* _Exercise objective_
Each line of the records below that contains "Olive" needs to be copied.

BEGIN

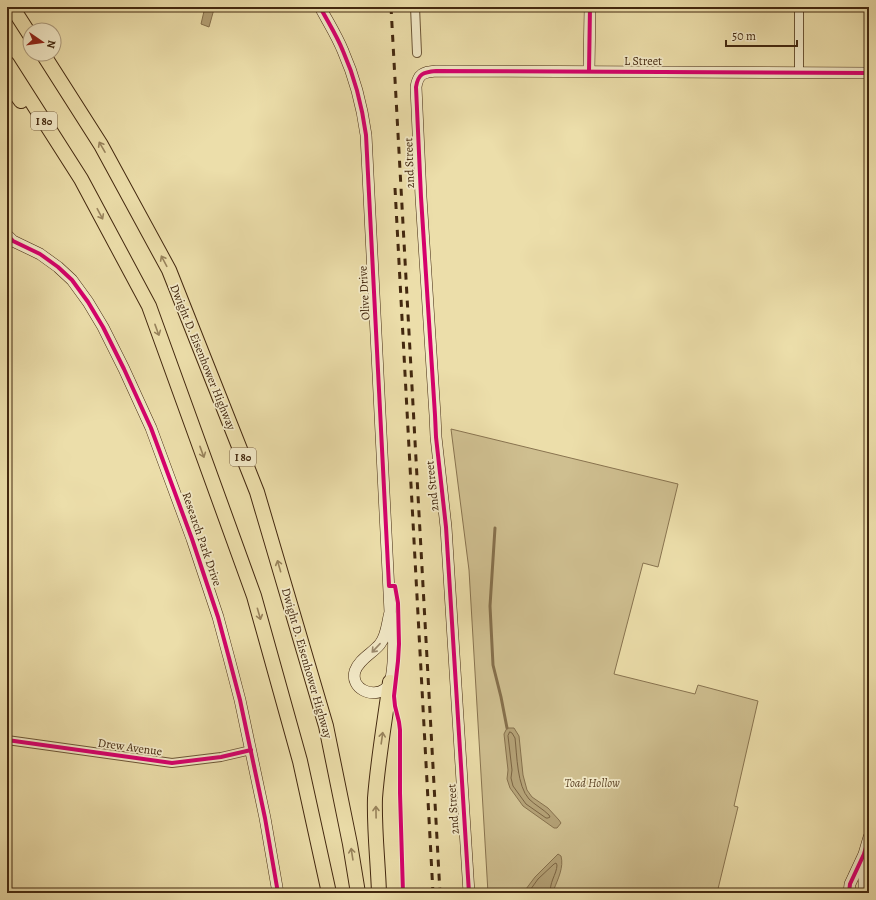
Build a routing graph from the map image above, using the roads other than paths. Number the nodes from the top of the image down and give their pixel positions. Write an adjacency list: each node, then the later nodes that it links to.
1 (12, 7): 8 (highway)
2 (23, 7): 7 (highway)
3 (320, 7): 19 (street, Olive Drive)
4 (415, 7): 9 (street)
5 (590, 7): 12 (street)
6 (799, 7): 13 (street)
7 (28, 22)
8 (22, 23)
9 (417, 54)
10 (48, 62): 27 (highway, Dwight D. Eisenhower Highway / I 80, one-way to 10)
11 (7, 63): 17 (highway, I 80)
12 (589, 71): 13 (street, L Street); 15 (street, L Street)
13 (799, 73): 14 (street, L Street)
14 (869, 73)
15 (418, 78): 29 (street, 2nd Street)
16 (7, 82): 17 (highway)
17 (81, 179): 26 (highway, I 80, one-way to 26)
18 (9, 239): 22 (street, Research Park Drive)
19 (390, 612): 20 (street, Olive Drive); 20 (street, Olive Drive, one-way to 20)
20 (390, 682): 28 (highway, one-way to 20)
21 (7, 740): 22 (street, Drew Avenue)
22 (251, 750): 25 (street, Research Park Drive)
23 (869, 837): 24 (street)
24 (864, 854): 30 (street); 31 (street)
25 (278, 893)
26 (329, 893)
27 (358, 893)
28 (379, 893)
29 (469, 893)
30 (848, 893)
31 (864, 893)

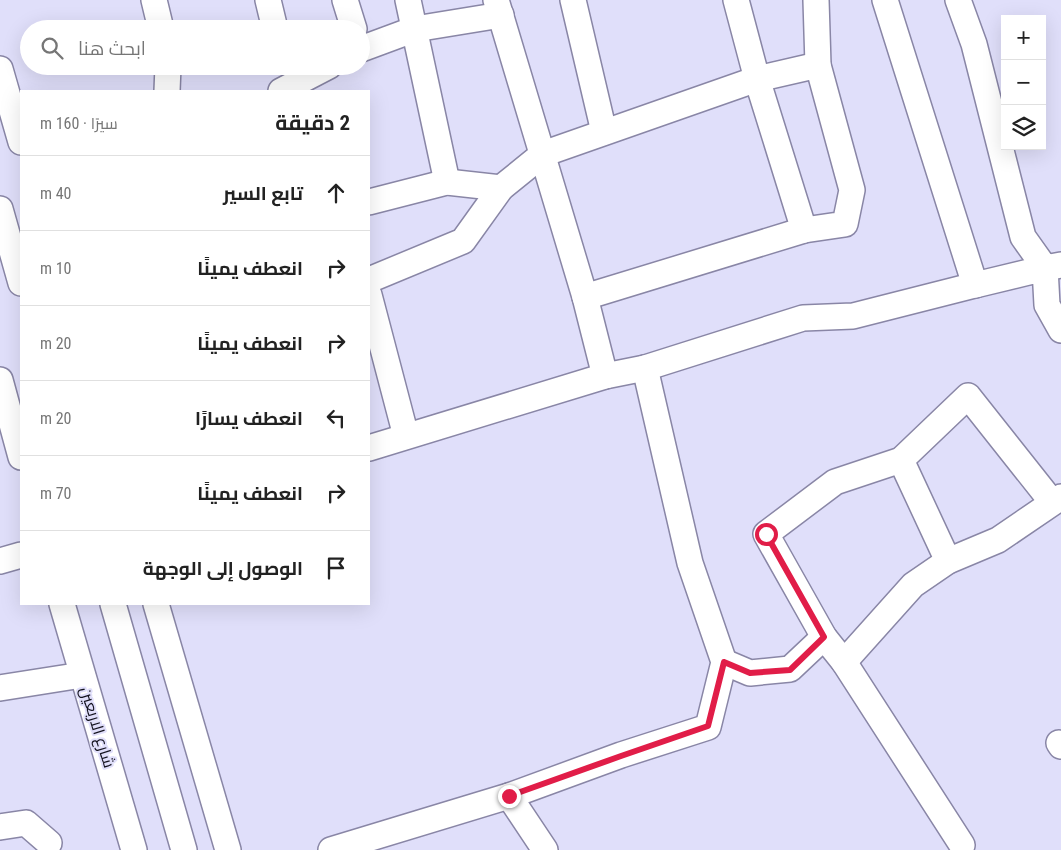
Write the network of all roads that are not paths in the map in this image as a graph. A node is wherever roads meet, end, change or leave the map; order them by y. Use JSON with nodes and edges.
{"nodes":[{"id":1,"x":154,"y":0,"type":"edge"},
{"id":2,"x":268,"y":0,"type":"edge"},
{"id":3,"x":345,"y":0,"type":"edge"},
{"id":4,"x":408,"y":0,"type":"edge"},
{"id":5,"x":573,"y":0,"type":"edge"},
{"id":6,"x":736,"y":0,"type":"edge"},
{"id":7,"x":816,"y":0,"type":"edge"},
{"id":8,"x":885,"y":0,"type":"edge"},
{"id":9,"x":958,"y":0,"type":"edge"},
{"id":10,"x":499,"y":7,"type":"edge"},
{"id":11,"x":159,"y":20,"type":"edge"},
{"id":12,"x":273,"y":20,"type":"edge"},
{"id":13,"x":351,"y":20,"type":"edge"},
{"id":14,"x":415,"y":29,"type":"junction"},
{"id":15,"x":370,"y":46,"type":"edge"},
{"id":16,"x":818,"y":64,"type":"junction"},
{"id":17,"x":0,"y":69,"type":"edge"},
{"id":18,"x":168,"y":75,"type":"edge"},
{"id":19,"x":308,"y":75,"type":"edge"},
{"id":20,"x":758,"y":79,"type":"junction"},
{"id":21,"x":286,"y":84,"type":"edge"},
{"id":22,"x":167,"y":90,"type":"edge"},
{"id":23,"x":20,"y":131,"type":"edge"},
{"id":24,"x":604,"y":132,"type":"junction"},
{"id":25,"x":543,"y":154,"type":"junction"},
{"id":26,"x":447,"y":182,"type":"junction"},
{"id":27,"x":501,"y":188,"type":"junction"},
{"id":28,"x":370,"y":202,"type":"edge"},
{"id":29,"x":0,"y":209,"type":"edge"},
{"id":30,"x":804,"y":230,"type":"junction"},
{"id":31,"x":1053,"y":266,"type":"edge"},
{"id":32,"x":20,"y":279,"type":"edge"},
{"id":33,"x":370,"y":280,"type":"edge"},
{"id":34,"x":975,"y":285,"type":"junction"},
{"id":35,"x":585,"y":298,"type":"junction"},
{"id":36,"x":370,"y":299,"type":"edge"},
{"id":37,"x":1061,"y":330,"type":"edge"},
{"id":38,"x":645,"y":368,"type":"junction"},
{"id":39,"x":605,"y":376,"type":"junction"},
{"id":40,"x":0,"y":380,"type":"edge"},
{"id":41,"x":406,"y":436,"type":"junction"},
{"id":42,"x":370,"y":448,"type":"edge"},
{"id":43,"x":20,"y":453,"type":"edge"},
{"id":44,"x":901,"y":460,"type":"junction"},
{"id":45,"x":1057,"y":500,"type":"edge"},
{"id":46,"x":20,"y":555,"type":"edge"},
{"id":47,"x":0,"y":561,"type":"edge"},
{"id":48,"x":948,"y":562,"type":"junction"},
{"id":49,"x":62,"y":605,"type":"edge"},
{"id":50,"x":114,"y":605,"type":"edge"},
{"id":51,"x":156,"y":605,"type":"edge"},
{"id":52,"x":824,"y":637,"type":"junction"},
{"id":53,"x":724,"y":662,"type":"junction"},
{"id":54,"x":844,"y":662,"type":"junction"},
{"id":55,"x":82,"y":675,"type":"junction"},
{"id":56,"x":0,"y":688,"type":"edge"},
{"id":57,"x":509,"y":796,"type":"junction"},
{"id":58,"x":0,"y":827,"type":"edge"},
{"id":59,"x":50,"y":843,"type":"dead end"},
{"id":60,"x":962,"y":845,"type":"dead end"},
{"id":61,"x":134,"y":850,"type":"edge"},
{"id":62,"x":184,"y":850,"type":"edge"},
{"id":63,"x":228,"y":850,"type":"edge"},
{"id":64,"x":331,"y":850,"type":"edge"},
{"id":65,"x":545,"y":850,"type":"edge"}],
"edges":[{"from":1,"to":11,"type":"street"},
{"from":2,"to":12,"type":"street"},
{"from":3,"to":13,"type":"street"},
{"from":4,"to":14,"type":"street"},
{"from":5,"to":24,"type":"street"},
{"from":6,"to":20,"type":"street"},
{"from":7,"to":16,"type":"street"},
{"from":8,"to":34,"type":"street"},
{"from":9,"to":31,"type":"street"},
{"from":10,"to":14,"type":"street"},
{"from":10,"to":25,"type":"street"},
{"from":14,"to":15,"type":"street"},
{"from":14,"to":26,"type":"street"},
{"from":16,"to":20,"type":"street"},
{"from":16,"to":30,"type":"street"},
{"from":17,"to":23,"type":"street"},
{"from":18,"to":22,"type":"street"},
{"from":19,"to":21,"type":"street"},
{"from":20,"to":24,"type":"street"},
{"from":20,"to":30,"type":"street"},
{"from":24,"to":25,"type":"street"},
{"from":25,"to":27,"type":"street"},
{"from":25,"to":35,"type":"street"},
{"from":26,"to":27,"type":"street"},
{"from":26,"to":28,"type":"street"},
{"from":27,"to":33,"type":"street"},
{"from":29,"to":32,"type":"street"},
{"from":30,"to":35,"type":"street"},
{"from":31,"to":34,"type":"street"},
{"from":31,"to":37,"type":"street"},
{"from":34,"to":38,"type":"street"},
{"from":35,"to":39,"type":"street"},
{"from":36,"to":41,"type":"street"},
{"from":38,"to":39,"type":"street"},
{"from":38,"to":53,"type":"street"},
{"from":39,"to":41,"type":"street"},
{"from":40,"to":43,"type":"street"},
{"from":41,"to":42,"type":"street"},
{"from":44,"to":45,"type":"street"},
{"from":44,"to":48,"type":"street"},
{"from":44,"to":52,"type":"street"},
{"from":45,"to":48,"type":"street"},
{"from":46,"to":47,"type":"street"},
{"from":48,"to":54,"type":"street"},
{"from":49,"to":55,"type":"street","name":"شارع الاربعين"},
{"from":50,"to":62,"type":"street"},
{"from":51,"to":63,"type":"street"},
{"from":52,"to":53,"type":"street"},
{"from":52,"to":54,"type":"street"},
{"from":53,"to":57,"type":"street"},
{"from":54,"to":60,"type":"street"},
{"from":55,"to":56,"type":"street"},
{"from":55,"to":61,"type":"street","name":"شارع الاربعين"},
{"from":57,"to":64,"type":"street"},
{"from":57,"to":65,"type":"street"},
{"from":58,"to":59,"type":"street"}]}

END

* _Response to the exercise_
3 (320, 7): 19 (street, Olive Drive)
19 (390, 612): 20 (street, Olive Drive); 20 (street, Olive Drive, one-way to 20)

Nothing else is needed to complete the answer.